Data importing and exporting

• Data export approach: Data can be exported where this supports the business processes and workflows provided by the solution, as an automated export as part of the site functionality, or as backups/exports as part of support services.
• Data export formats:
  • CSV
  • ODF
• Data import formats:
  • CSV
  • ODF

Data-in-transit protection

• Data protection between buyer and supplier networks: TLS (version 1.2 or above)
• Data protection within supplier network: Other
• Other protection within supplier network: Within Google Cloud Platform, VM to VM routing, including routing to a VM like managed service such as Cloud SQL, takes place on Google's own network backbone, using RFC1918 private IP addresses. In some circumstances, this may require routing traffic outside of the physical boundaries controlled by or on behalf of Google, although as all services for an installation exist within the same Google Cloud Region and Google Cloud Regions map to specific data centres, the likelihood of this happening is extremely low.

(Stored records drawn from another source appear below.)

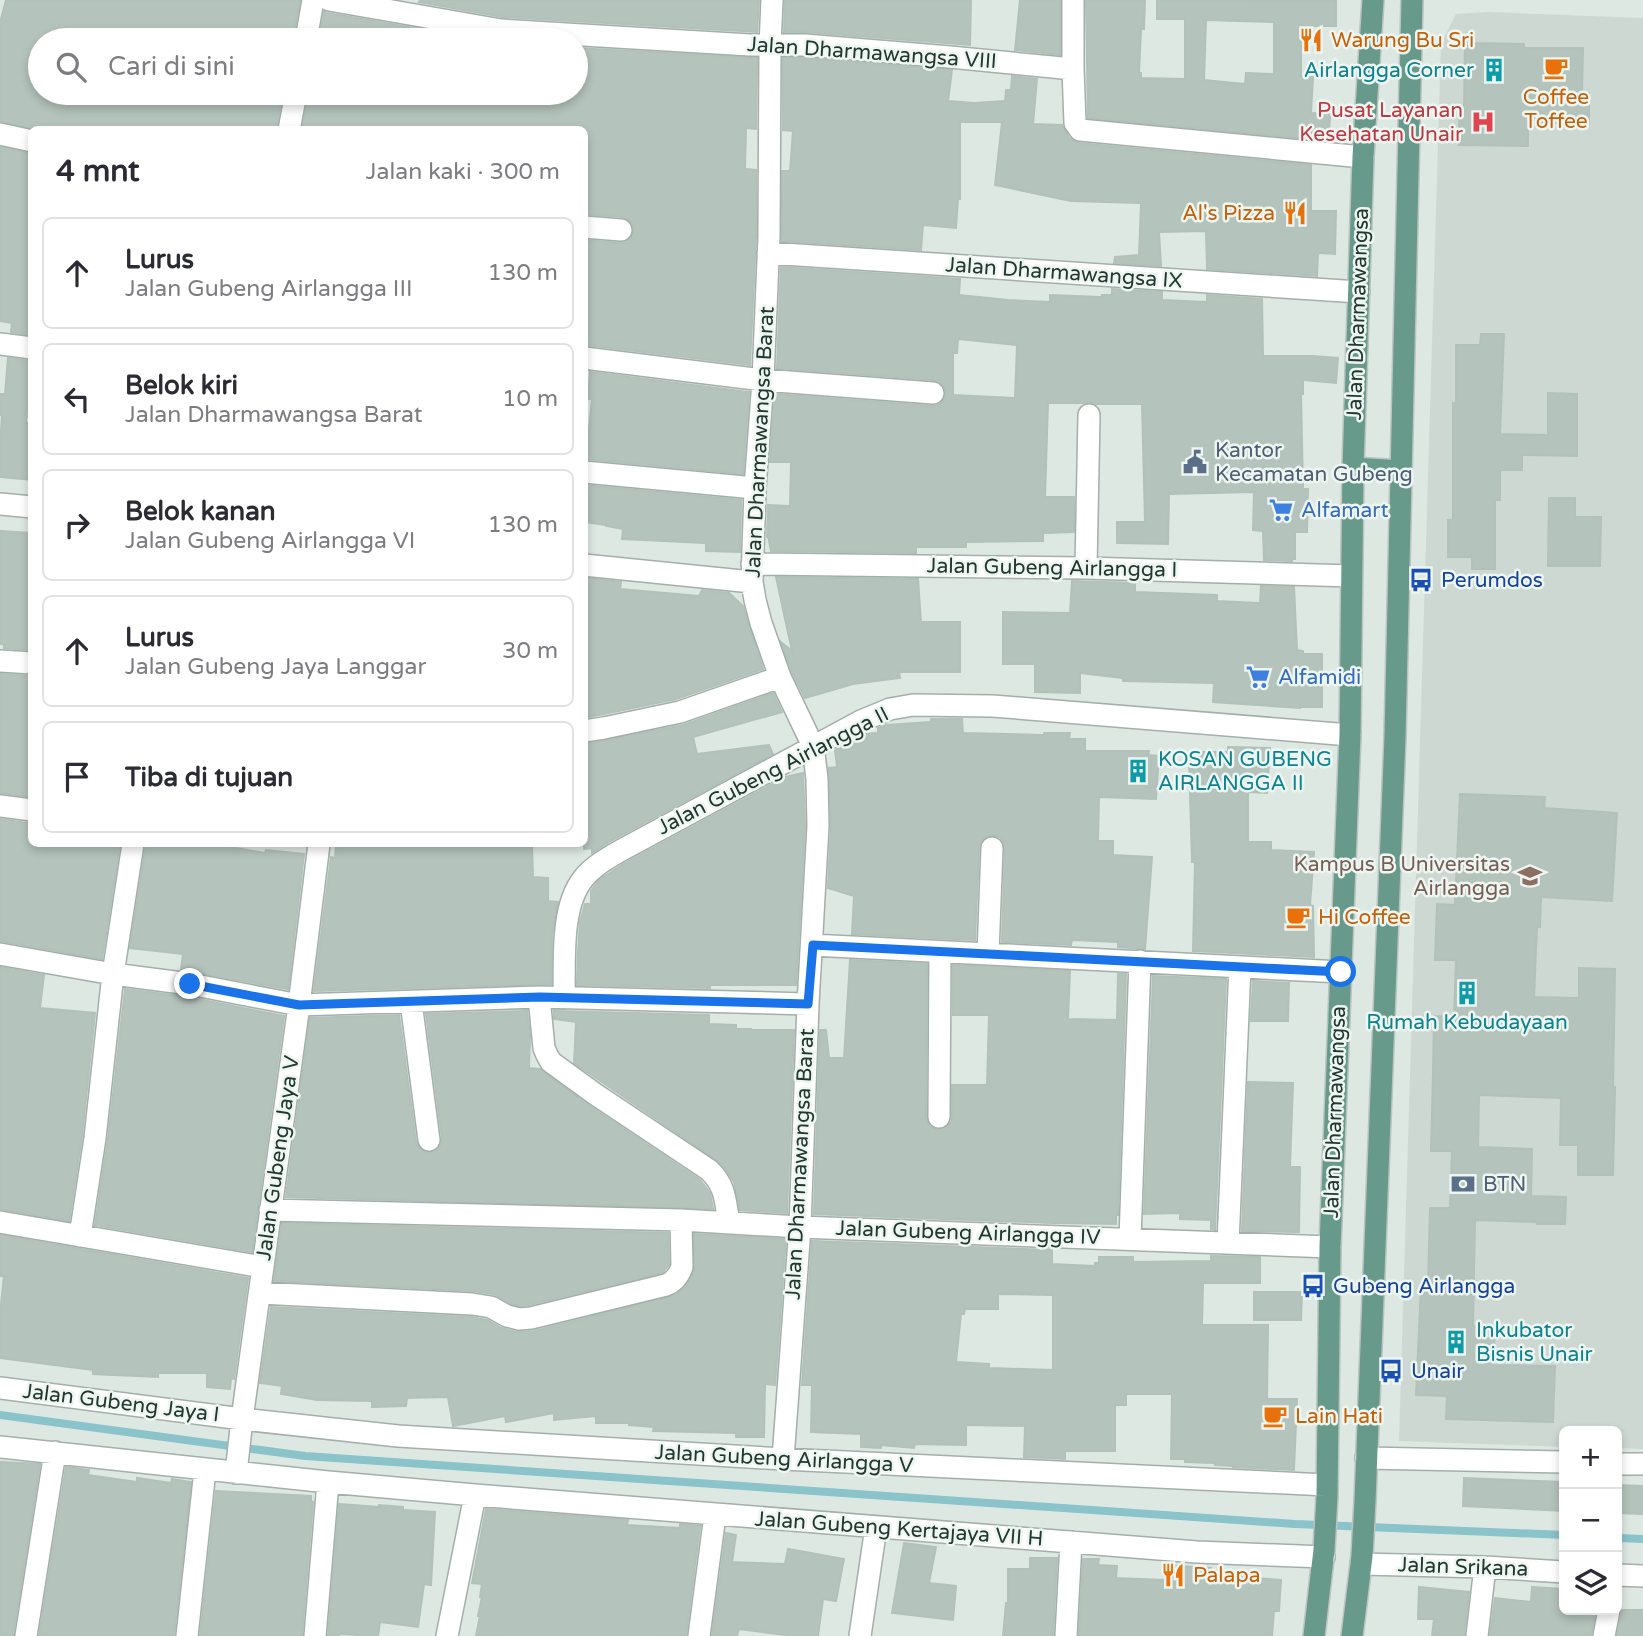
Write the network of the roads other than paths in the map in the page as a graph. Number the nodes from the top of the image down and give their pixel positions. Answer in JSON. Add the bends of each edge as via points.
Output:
{"nodes":[{"id":1,"x":313,"y":0,"type":"edge"},
{"id":2,"x":329,"y":0,"type":"edge"},
{"id":3,"x":772,"y":0,"type":"edge"},
{"id":4,"x":1073,"y":0,"type":"edge"},
{"id":5,"x":1373,"y":0,"type":"edge"},
{"id":6,"x":1412,"y":0,"type":"edge"},
{"id":7,"x":308,"y":28,"type":"edge"},
{"id":8,"x":489,"y":28,"type":"edge"},
{"id":9,"x":588,"y":35,"type":"edge"},
{"id":10,"x":770,"y":46,"type":"junction"},
{"id":11,"x":1073,"y":69,"type":"junction"},
{"id":12,"x":294,"y":105,"type":"edge"},
{"id":13,"x":290,"y":126,"type":"edge"},
{"id":14,"x":0,"y":134,"type":"edge"},
{"id":15,"x":28,"y":140,"type":"edge"},
{"id":16,"x":1363,"y":158,"type":"junction"},
{"id":17,"x":588,"y":227,"type":"edge"},
{"id":18,"x":621,"y":230,"type":"dead end"},
{"id":19,"x":768,"y":253,"type":"junction"},
{"id":20,"x":1359,"y":292,"type":"junction"},
{"id":21,"x":0,"y":344,"type":"edge"},
{"id":22,"x":28,"y":348,"type":"edge"},
{"id":23,"x":588,"y":358,"type":"edge"},
{"id":24,"x":762,"y":380,"type":"junction"},
{"id":25,"x":933,"y":393,"type":"dead end"},
{"id":26,"x":1089,"y":415,"type":"dead end"},
{"id":27,"x":1353,"y":468,"type":"junction"},
{"id":28,"x":1401,"y":471,"type":"junction"},
{"id":29,"x":588,"y":472,"type":"edge"},
{"id":30,"x":755,"y":488,"type":"junction"},
{"id":31,"x":0,"y":504,"type":"edge"},
{"id":32,"x":28,"y":507,"type":"edge"},
{"id":33,"x":588,"y":565,"type":"edge"},
{"id":34,"x":1086,"y":568,"type":"junction"},
{"id":35,"x":752,"y":573,"type":"junction"},
{"id":36,"x":1351,"y":576,"type":"junction"},
{"id":37,"x":0,"y":661,"type":"edge"},
{"id":38,"x":28,"y":663,"type":"edge"},
{"id":39,"x":780,"y":677,"type":"junction"},
{"id":40,"x":588,"y":730,"type":"edge"},
{"id":41,"x":1350,"y":735,"type":"junction"},
{"id":42,"x":813,"y":746,"type":"junction"},
{"id":43,"x":0,"y":806,"type":"edge"},
{"id":44,"x":28,"y":810,"type":"edge"},
{"id":45,"x":133,"y":847,"type":"edge"},
{"id":46,"x":318,"y":847,"type":"edge"},
{"id":47,"x":992,"y":848,"type":"dead end"},
{"id":48,"x":813,"y":945,"type":"junction"},
{"id":49,"x":940,"y":951,"type":"junction"},
{"id":50,"x":0,"y":954,"type":"edge"},
{"id":51,"x":988,"y":954,"type":"junction"},
{"id":52,"x":1140,"y":961,"type":"junction"},
{"id":53,"x":1240,"y":967,"type":"junction"},
{"id":54,"x":1341,"y":972,"type":"junction"},
{"id":55,"x":113,"y":974,"type":"junction"},
{"id":56,"x":540,"y":997,"type":"junction"},
{"id":57,"x":564,"y":998,"type":"junction"},
{"id":58,"x":411,"y":1002,"type":"junction"},
{"id":59,"x":808,"y":1004,"type":"junction"},
{"id":60,"x":299,"y":1005,"type":"junction"},
{"id":61,"x":939,"y":1116,"type":"dead end"},
{"id":62,"x":429,"y":1140,"type":"dead end"},
{"id":63,"x":270,"y":1210,"type":"junction"},
{"id":64,"x":681,"y":1220,"type":"junction"},
{"id":65,"x":0,"y":1222,"type":"edge"},
{"id":66,"x":729,"y":1223,"type":"junction"},
{"id":67,"x":800,"y":1227,"type":"junction"},
{"id":68,"x":80,"y":1236,"type":"junction"},
{"id":69,"x":1130,"y":1239,"type":"junction"},
{"id":70,"x":1228,"y":1243,"type":"junction"},
{"id":71,"x":1330,"y":1247,"type":"junction"},
{"id":72,"x":263,"y":1266,"type":"junction"},
{"id":73,"x":260,"y":1293,"type":"junction"},
{"id":74,"x":0,"y":1388,"type":"edge"},
{"id":75,"x":241,"y":1426,"type":"junction"},
{"id":76,"x":0,"y":1447,"type":"edge"},
{"id":77,"x":55,"y":1452,"type":"junction"},
{"id":78,"x":1366,"y":1458,"type":"junction"},
{"id":79,"x":783,"y":1459,"type":"junction"},
{"id":80,"x":1559,"y":1462,"type":"edge"},
{"id":81,"x":1622,"y":1464,"type":"edge"},
{"id":82,"x":1643,"y":1464,"type":"edge"},
{"id":83,"x":237,"y":1467,"type":"junction"},
{"id":84,"x":205,"y":1469,"type":"junction"},
{"id":85,"x":328,"y":1482,"type":"junction"},
{"id":86,"x":1328,"y":1491,"type":"junction"},
{"id":87,"x":475,"y":1495,"type":"junction"},
{"id":88,"x":715,"y":1515,"type":"junction"},
{"id":89,"x":876,"y":1527,"type":"junction"},
{"id":90,"x":1071,"y":1542,"type":"junction"},
{"id":91,"x":1324,"y":1553,"type":"junction"},
{"id":92,"x":1362,"y":1560,"type":"junction"},
{"id":93,"x":1485,"y":1567,"type":"junction"},
{"id":94,"x":1559,"y":1572,"type":"edge"},
{"id":95,"x":1622,"y":1575,"type":"edge"},
{"id":96,"x":1643,"y":1576,"type":"edge"},
{"id":97,"x":1608,"y":1615,"type":"edge"},
{"id":98,"x":26,"y":1636,"type":"edge"},
{"id":99,"x":187,"y":1636,"type":"edge"},
{"id":100,"x":315,"y":1636,"type":"edge"},
{"id":101,"x":447,"y":1636,"type":"edge"},
{"id":102,"x":699,"y":1636,"type":"edge"},
{"id":103,"x":860,"y":1636,"type":"edge"},
{"id":104,"x":1066,"y":1636,"type":"edge"},
{"id":105,"x":1314,"y":1636,"type":"edge"},
{"id":106,"x":1352,"y":1636,"type":"edge"},
{"id":107,"x":1477,"y":1636,"type":"edge"},
{"id":108,"x":1604,"y":1636,"type":"edge"}],
"edges":[{"from":1,"to":7,"type":"street"},
{"from":2,"to":8,"type":"street","name":"Jalan Dharmawangsa VIII"},
{"from":3,"to":10,"type":"street","name":"Jalan Dharmawangsa Barat"},
{"from":4,"to":11,"type":"street"},
{"from":5,"to":16,"type":"main road","name":"Jalan Dharmawangsa"},
{"from":6,"to":28,"type":"main road"},
{"from":9,"to":10,"type":"street","name":"Jalan Dharmawangsa VIII"},
{"from":10,"to":11,"type":"street","name":"Jalan Dharmawangsa VIII","via":[[805,45]]},
{"from":10,"to":19,"type":"street","name":"Jalan Dharmawangsa Barat"},
{"from":11,"to":16,"type":"street","via":[[1075,123],[1080,130]]},
{"from":12,"to":13,"type":"street"},
{"from":14,"to":15,"type":"street"},
{"from":16,"to":20,"type":"main road","name":"Jalan Dharmawangsa"},
{"from":17,"to":18,"type":"street"},
{"from":19,"to":20,"type":"street","name":"Jalan Dharmawangsa IX"},
{"from":19,"to":24,"type":"street","name":"Jalan Dharmawangsa Barat"},
{"from":20,"to":27,"type":"main road","name":"Jalan Dharmawangsa"},
{"from":21,"to":22,"type":"street"},
{"from":23,"to":24,"type":"street"},
{"from":24,"to":25,"type":"street"},
{"from":24,"to":30,"type":"street","name":"Jalan Dharmawangsa Barat"},
{"from":26,"to":34,"type":"street"},
{"from":27,"to":28,"type":"main road"},
{"from":27,"to":36,"type":"main road","name":"Jalan Dharmawangsa"},
{"from":28,"to":78,"type":"main road"},
{"from":29,"to":30,"type":"street"},
{"from":30,"to":35,"type":"street","name":"Jalan Dharmawangsa Barat"},
{"from":31,"to":32,"type":"street"},
{"from":33,"to":35,"type":"street","name":"Jalan Gubeng Airlangga I"},
{"from":34,"to":35,"type":"street","name":"Jalan Gubeng Airlangga I"},
{"from":34,"to":36,"type":"street","name":"Jalan Gubeng Airlangga I"},
{"from":35,"to":39,"type":"street","name":"Jalan Dharmawangsa Barat","via":[[761,623]]},
{"from":36,"to":41,"type":"main road","name":"Jalan Dharmawangsa"},
{"from":37,"to":38,"type":"street"},
{"from":39,"to":40,"type":"street","via":[[680,712]]},
{"from":39,"to":42,"type":"street","name":"Jalan Dharmawangsa Barat"},
{"from":41,"to":42,"type":"street","name":"Jalan Gubeng Airlangga II","via":[[993,706],[913,705],[880,713]]},
{"from":41,"to":54,"type":"main road","name":"Jalan Dharmawangsa"},
{"from":42,"to":48,"type":"street","name":"Jalan Dharmawangsa Barat","via":[[818,826]]},
{"from":42,"to":57,"type":"street","name":"Jalan Gubeng Airlangga II","via":[[618,852],[584,877],[569,905]]},
{"from":43,"to":44,"type":"street"},
{"from":45,"to":55,"type":"street"},
{"from":46,"to":60,"type":"street","name":"Jalan Gubeng Jaya V"},
{"from":47,"to":51,"type":"street"},
{"from":48,"to":49,"type":"street"},
{"from":48,"to":59,"type":"street","name":"Jalan Dharmawangsa Barat"},
{"from":49,"to":51,"type":"street"},
{"from":49,"to":61,"type":"street"},
{"from":50,"to":55,"type":"street"},
{"from":51,"to":52,"type":"street"},
{"from":52,"to":53,"type":"street"},
{"from":52,"to":69,"type":"street"},
{"from":53,"to":54,"type":"street"},
{"from":53,"to":70,"type":"street"},
{"from":54,"to":71,"type":"main road","name":"Jalan Dharmawangsa"},
{"from":55,"to":60,"type":"street"},
{"from":55,"to":68,"type":"street"},
{"from":56,"to":57,"type":"street"},
{"from":56,"to":58,"type":"street"},
{"from":56,"to":66,"type":"street","via":[[544,1048],[551,1062],[717,1177]]},
{"from":57,"to":59,"type":"street"},
{"from":58,"to":60,"type":"street"},
{"from":58,"to":62,"type":"street"},
{"from":59,"to":67,"type":"street","name":"Jalan Dharmawangsa Barat"},
{"from":60,"to":63,"type":"street","name":"Jalan Gubeng Jaya V"},
{"from":63,"to":64,"type":"street","name":"Jalan Gubeng Airlangga IV"},
{"from":63,"to":72,"type":"street","name":"Jalan Gubeng Jaya V"},
{"from":64,"to":66,"type":"street","name":"Jalan Gubeng Airlangga IV"},
{"from":64,"to":73,"type":"street","via":[[682,1267],[673,1281],[531,1318],[507,1317],[491,1307],[472,1304]]},
{"from":65,"to":68,"type":"street"},
{"from":66,"to":67,"type":"street","name":"Jalan Gubeng Airlangga IV"},
{"from":67,"to":69,"type":"street","name":"Jalan Gubeng Airlangga IV"},
{"from":67,"to":79,"type":"street","name":"Jalan Dharmawangsa Barat"},
{"from":68,"to":72,"type":"street"},
{"from":69,"to":70,"type":"street","name":"Jalan Gubeng Airlangga IV"},
{"from":70,"to":71,"type":"street","name":"Jalan Gubeng Airlangga IV"},
{"from":71,"to":86,"type":"main road","name":"Jalan Dharmawangsa"},
{"from":72,"to":73,"type":"street","name":"Jalan Gubeng Jaya V"},
{"from":73,"to":75,"type":"street","name":"Jalan Gubeng Jaya V"},
{"from":74,"to":75,"type":"street","name":"Jalan Gubeng Jaya I"},
{"from":75,"to":79,"type":"street","name":"Jalan Gubeng Airlangga V"},
{"from":75,"to":83,"type":"street","name":"Jalan Gubeng Jaya V"},
{"from":76,"to":77,"type":"street","name":"Jalan Gubeng Kertajaya VII H"},
{"from":77,"to":84,"type":"street","name":"Jalan Gubeng Kertajaya VII H"},
{"from":77,"to":98,"type":"street"},
{"from":78,"to":80,"type":"street"},
{"from":78,"to":92,"type":"main road"},
{"from":79,"to":86,"type":"street","name":"Jalan Gubeng Airlangga V"},
{"from":81,"to":82,"type":"street"},
{"from":83,"to":84,"type":"street","name":"Jalan Gubeng Kertajaya VII H"},
{"from":83,"to":85,"type":"street","name":"Jalan Gubeng Kertajaya VII H"},
{"from":84,"to":99,"type":"street"},
{"from":85,"to":87,"type":"street","name":"Jalan Gubeng Kertajaya VII H"},
{"from":85,"to":100,"type":"street"},
{"from":86,"to":91,"type":"main road","name":"Jalan Dharmawangsa"},
{"from":87,"to":88,"type":"street","name":"Jalan Gubeng Kertajaya VII H"},
{"from":87,"to":101,"type":"street"},
{"from":88,"to":89,"type":"street","name":"Jalan Gubeng Kertajaya VII H"},
{"from":88,"to":102,"type":"street"},
{"from":89,"to":90,"type":"street","name":"Jalan Gubeng Kertajaya VII H"},
{"from":89,"to":103,"type":"street"},
{"from":90,"to":91,"type":"street","name":"Jalan Gubeng Kertajaya VII H","via":[[1197,1552]]},
{"from":90,"to":104,"type":"street"},
{"from":91,"to":105,"type":"main road","name":"Jalan Dharmawangsa"},
{"from":92,"to":93,"type":"street","name":"Jalan Srikana"},
{"from":92,"to":106,"type":"main road"},
{"from":93,"to":94,"type":"street","name":"Jalan Srikana"},
{"from":93,"to":107,"type":"street"},
{"from":95,"to":96,"type":"street"},
{"from":97,"to":108,"type":"street"}]}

Availability and resilience

• Guaranteed availability: AWTG’s standard SLA is 24/7/365 site availability with an annual availability of 99.9%. This excludes planned downtime for pre arranged maintenance activities and downtime as a result of factors outside of our control. AWTG operates a service credit regime to compensate customers should we fail to meet our guaranteed level of availability (99.9% excluding planned downtime and downtime as a result of factors outside of our control). Service credits are calculated annually. Customers are refunded a percentage of their annual costs for every 1% shortfall in availability below 99.9%.
• Approach to resilience: AWTG Platforms are hosted in two physically separate UK locations. The infrastructure is configured into an active-passive high availability cluster to ensure application availability. Zone 1 is the primary location and actively processes traffic. Zone 2 is a backup that replicates Zone 1, that monitors the health of the primary and takes over if Zone 1 fails. Load Balancing distributes client requests or network load efficiently across multiple servers in each zone, ensuring high availability and reliability by sending requests only to servers that are online in that zone. Load balancing is provided in both zones. AWTG platforms are designed to scale horizontally to handle growth in traffic or usage.
• Outage reporting: AWTG platforms are hosted in the Google Cloud Platform. AWTG utilises Google Cloud Monitoring tools and its own additional artificial intelligence enabled monitoring and health state alerting tools to manage the performance of the Application including its ongoing availability. In the event of an outage, AWTG automatically alerts customers by email and automatically alerts AWTG DevOps employees by email and text message. Outages are managed as Priority 1 incidents. Here the target is to respond to the customer within 30 mins and to resolve the issue or put in place an agreed workaround to restore service within four working hours of the incident being logged. If this is not possible, due to the nature of the fault, then AWTG will make all reasonable efforts to escalate the issue and provide any additional technical resources as may be required to achieve a full restoration of the service.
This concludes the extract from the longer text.